START DATA FOR THE TASK

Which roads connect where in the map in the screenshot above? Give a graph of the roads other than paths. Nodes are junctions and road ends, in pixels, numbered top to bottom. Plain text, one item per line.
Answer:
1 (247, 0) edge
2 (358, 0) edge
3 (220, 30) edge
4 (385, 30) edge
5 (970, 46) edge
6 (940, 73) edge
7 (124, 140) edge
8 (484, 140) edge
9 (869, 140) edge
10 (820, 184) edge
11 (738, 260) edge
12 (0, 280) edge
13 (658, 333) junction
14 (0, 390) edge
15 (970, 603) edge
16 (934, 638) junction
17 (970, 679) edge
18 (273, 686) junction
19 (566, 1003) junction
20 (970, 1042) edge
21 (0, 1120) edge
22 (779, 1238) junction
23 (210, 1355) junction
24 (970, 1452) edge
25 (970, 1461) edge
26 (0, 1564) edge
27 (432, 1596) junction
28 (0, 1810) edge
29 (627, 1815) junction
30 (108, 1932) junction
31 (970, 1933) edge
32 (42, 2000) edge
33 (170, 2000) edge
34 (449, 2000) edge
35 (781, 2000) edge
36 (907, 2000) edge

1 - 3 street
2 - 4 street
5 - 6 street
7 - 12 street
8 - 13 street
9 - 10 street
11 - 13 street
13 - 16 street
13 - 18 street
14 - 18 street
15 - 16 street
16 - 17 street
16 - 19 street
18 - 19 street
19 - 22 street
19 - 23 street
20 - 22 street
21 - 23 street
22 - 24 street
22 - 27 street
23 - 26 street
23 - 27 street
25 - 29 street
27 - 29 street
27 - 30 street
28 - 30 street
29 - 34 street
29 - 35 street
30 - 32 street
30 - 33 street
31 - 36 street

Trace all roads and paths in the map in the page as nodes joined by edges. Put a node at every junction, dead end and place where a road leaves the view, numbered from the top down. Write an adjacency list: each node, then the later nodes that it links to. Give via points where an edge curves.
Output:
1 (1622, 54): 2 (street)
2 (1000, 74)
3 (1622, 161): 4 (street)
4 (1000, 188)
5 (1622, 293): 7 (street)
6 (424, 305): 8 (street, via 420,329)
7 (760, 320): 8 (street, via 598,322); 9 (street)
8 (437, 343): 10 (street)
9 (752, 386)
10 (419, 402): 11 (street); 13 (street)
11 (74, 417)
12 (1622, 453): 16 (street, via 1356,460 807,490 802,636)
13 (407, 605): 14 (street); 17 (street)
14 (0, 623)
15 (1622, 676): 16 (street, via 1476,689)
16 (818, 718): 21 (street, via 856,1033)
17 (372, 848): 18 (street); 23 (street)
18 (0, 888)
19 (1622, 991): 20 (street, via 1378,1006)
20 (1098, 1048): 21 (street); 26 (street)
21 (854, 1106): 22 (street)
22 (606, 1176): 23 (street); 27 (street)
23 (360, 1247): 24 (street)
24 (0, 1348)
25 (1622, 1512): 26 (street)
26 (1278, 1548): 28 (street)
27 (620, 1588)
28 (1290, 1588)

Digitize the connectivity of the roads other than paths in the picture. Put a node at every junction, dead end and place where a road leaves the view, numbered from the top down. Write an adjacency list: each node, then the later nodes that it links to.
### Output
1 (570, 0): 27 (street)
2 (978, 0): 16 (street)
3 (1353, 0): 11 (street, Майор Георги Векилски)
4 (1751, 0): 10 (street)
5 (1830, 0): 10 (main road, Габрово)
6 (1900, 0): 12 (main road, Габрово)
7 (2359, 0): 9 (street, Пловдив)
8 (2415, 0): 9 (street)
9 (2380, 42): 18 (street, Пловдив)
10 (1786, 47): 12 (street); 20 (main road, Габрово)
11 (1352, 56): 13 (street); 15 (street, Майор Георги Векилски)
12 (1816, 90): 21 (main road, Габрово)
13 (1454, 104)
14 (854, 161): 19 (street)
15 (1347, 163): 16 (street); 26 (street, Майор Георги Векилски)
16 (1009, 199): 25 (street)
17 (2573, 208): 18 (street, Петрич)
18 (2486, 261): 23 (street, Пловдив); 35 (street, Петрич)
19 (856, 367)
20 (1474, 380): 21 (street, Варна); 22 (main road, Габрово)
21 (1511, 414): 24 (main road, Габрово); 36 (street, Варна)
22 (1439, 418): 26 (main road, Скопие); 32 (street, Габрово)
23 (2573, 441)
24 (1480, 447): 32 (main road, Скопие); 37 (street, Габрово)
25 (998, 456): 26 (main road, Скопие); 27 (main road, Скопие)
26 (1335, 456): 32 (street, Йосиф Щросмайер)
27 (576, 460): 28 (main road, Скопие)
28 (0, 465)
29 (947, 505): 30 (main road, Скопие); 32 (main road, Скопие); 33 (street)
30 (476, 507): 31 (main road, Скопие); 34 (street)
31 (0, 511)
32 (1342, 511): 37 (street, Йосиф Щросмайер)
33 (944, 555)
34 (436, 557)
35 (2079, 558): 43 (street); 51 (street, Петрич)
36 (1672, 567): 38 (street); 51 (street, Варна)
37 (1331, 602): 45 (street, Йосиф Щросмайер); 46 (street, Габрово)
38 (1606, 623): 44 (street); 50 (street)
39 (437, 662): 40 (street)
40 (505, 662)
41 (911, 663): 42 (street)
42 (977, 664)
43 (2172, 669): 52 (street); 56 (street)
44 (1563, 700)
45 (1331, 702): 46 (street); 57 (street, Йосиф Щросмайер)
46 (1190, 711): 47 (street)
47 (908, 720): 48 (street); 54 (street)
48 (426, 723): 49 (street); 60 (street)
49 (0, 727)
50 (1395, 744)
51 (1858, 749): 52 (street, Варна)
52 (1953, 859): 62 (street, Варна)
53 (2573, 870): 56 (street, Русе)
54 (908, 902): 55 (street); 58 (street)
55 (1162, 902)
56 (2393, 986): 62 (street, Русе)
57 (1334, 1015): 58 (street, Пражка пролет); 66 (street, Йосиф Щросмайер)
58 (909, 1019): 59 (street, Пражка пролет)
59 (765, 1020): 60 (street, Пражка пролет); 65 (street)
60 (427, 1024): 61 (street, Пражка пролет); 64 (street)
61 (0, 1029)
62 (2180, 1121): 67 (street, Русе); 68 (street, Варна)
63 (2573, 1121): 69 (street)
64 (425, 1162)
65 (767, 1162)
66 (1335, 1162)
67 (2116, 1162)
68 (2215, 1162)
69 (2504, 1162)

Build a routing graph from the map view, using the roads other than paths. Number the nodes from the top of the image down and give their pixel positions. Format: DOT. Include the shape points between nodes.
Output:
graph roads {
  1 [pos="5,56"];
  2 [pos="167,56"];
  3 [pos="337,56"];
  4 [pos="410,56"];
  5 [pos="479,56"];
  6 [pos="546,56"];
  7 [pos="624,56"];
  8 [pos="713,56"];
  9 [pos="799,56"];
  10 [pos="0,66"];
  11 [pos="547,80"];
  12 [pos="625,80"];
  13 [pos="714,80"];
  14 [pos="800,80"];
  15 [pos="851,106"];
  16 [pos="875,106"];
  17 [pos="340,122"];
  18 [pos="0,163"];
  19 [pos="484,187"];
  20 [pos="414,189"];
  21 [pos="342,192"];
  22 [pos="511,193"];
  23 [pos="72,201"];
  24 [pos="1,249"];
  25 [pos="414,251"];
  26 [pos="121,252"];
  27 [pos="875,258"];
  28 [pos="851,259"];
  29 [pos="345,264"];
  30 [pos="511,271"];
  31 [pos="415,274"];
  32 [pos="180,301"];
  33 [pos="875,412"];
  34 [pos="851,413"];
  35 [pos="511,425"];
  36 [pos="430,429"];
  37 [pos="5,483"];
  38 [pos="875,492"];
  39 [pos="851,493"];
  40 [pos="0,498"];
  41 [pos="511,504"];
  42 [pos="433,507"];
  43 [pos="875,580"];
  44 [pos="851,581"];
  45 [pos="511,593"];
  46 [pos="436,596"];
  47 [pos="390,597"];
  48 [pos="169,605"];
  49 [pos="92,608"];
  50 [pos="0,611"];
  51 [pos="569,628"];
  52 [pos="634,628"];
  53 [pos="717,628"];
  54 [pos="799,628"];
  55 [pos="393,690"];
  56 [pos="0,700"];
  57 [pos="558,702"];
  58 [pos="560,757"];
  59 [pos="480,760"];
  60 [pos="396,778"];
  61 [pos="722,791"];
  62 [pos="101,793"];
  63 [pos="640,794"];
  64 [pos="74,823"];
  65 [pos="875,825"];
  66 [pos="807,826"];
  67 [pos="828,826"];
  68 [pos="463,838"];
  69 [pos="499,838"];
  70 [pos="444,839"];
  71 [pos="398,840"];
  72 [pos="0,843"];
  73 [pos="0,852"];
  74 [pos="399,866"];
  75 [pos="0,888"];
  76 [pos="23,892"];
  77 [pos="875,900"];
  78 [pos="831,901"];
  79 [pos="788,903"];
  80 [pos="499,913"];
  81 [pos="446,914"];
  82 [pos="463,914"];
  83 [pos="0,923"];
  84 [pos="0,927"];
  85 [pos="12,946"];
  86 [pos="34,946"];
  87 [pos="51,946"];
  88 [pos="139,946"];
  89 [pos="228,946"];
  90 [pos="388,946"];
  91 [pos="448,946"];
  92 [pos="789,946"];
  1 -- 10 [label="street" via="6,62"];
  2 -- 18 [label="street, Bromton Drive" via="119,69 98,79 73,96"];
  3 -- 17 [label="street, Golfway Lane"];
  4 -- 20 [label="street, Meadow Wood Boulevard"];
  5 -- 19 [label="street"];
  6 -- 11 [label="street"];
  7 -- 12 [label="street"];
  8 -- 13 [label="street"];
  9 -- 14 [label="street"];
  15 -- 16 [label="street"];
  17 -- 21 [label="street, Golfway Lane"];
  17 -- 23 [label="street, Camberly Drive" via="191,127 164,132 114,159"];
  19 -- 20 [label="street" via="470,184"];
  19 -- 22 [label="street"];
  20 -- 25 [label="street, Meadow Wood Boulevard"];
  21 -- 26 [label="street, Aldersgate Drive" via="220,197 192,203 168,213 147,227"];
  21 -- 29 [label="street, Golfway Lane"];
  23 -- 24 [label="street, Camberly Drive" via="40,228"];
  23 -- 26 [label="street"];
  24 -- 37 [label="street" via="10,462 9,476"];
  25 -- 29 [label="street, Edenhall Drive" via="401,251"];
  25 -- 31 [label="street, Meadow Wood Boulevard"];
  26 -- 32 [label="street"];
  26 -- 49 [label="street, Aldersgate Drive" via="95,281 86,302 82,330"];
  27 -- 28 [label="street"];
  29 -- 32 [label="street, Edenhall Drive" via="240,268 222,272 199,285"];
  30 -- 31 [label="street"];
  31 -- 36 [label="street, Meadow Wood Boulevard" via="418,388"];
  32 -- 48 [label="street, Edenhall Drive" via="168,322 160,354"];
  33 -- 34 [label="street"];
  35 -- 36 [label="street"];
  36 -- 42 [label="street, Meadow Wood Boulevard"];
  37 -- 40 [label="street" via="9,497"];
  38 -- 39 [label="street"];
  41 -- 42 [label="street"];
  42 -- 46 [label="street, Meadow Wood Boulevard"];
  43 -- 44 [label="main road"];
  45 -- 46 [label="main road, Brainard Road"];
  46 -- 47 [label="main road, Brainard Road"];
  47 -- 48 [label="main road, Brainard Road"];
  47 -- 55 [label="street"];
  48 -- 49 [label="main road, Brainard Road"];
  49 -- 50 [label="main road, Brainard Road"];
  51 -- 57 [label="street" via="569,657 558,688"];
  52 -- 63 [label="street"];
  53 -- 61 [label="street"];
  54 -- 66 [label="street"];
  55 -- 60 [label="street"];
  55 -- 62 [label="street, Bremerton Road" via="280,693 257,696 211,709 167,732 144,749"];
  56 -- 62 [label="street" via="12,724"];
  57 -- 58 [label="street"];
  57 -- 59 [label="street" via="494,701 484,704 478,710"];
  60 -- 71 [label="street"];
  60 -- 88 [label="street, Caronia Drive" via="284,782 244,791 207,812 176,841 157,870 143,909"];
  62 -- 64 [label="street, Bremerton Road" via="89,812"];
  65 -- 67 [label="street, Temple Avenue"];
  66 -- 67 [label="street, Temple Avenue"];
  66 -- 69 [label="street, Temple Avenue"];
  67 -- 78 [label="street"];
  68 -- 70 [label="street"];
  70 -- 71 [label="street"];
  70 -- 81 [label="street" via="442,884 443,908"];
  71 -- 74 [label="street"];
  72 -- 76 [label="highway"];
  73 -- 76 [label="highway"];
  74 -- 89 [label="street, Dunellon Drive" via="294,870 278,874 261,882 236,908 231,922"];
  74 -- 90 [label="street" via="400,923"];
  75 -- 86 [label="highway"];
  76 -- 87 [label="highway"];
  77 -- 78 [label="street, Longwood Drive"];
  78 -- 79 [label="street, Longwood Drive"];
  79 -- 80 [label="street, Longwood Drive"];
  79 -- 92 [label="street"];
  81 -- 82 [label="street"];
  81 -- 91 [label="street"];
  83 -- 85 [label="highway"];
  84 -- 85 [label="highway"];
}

END DATA FOR THE TASK

_INSTRUCTIONS FOR THE TASK_: State how many lines in the material contain "Георги", giving nothing besides the count.

_RESPONSE TO THIS TASK_: 3